*Records supplied*:
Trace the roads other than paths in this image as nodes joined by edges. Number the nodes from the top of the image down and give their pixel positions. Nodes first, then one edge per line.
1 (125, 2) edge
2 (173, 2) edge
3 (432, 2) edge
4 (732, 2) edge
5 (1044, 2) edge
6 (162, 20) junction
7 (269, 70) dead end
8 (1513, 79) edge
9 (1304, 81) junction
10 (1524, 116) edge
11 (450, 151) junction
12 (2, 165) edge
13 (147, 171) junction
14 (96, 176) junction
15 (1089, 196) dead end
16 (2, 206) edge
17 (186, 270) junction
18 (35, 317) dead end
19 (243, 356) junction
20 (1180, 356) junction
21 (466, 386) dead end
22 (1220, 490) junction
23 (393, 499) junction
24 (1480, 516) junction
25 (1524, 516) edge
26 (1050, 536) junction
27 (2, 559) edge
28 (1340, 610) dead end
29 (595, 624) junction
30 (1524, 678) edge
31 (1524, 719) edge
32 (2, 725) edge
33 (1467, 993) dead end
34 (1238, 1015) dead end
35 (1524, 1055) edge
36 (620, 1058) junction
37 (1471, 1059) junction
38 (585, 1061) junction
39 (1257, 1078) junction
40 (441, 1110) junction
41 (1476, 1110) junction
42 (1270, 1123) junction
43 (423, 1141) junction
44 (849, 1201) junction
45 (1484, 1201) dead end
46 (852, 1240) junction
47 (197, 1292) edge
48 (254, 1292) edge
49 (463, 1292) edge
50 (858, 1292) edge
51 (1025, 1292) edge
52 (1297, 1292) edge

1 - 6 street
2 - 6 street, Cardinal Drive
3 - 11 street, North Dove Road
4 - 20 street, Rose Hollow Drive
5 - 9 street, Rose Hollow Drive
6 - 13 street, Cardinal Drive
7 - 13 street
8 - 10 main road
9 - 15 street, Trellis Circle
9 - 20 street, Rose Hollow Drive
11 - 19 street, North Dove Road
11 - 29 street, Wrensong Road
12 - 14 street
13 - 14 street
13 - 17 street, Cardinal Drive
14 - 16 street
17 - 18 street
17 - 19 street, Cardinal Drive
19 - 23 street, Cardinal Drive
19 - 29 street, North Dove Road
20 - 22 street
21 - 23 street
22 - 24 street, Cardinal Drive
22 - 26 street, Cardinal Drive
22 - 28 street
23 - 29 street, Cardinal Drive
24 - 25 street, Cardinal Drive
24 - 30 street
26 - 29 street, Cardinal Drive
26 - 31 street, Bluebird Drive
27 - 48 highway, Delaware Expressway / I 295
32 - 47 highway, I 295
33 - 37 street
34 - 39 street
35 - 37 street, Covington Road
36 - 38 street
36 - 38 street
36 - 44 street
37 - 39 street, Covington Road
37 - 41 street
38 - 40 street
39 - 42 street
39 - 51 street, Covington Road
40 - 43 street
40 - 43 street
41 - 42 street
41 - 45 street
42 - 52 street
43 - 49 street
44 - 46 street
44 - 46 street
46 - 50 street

*Task directions*:
Using the listing above, show each line holding the string "North".

*Exercise result*:
3 - 11 street, North Dove Road
11 - 19 street, North Dove Road
19 - 29 street, North Dove Road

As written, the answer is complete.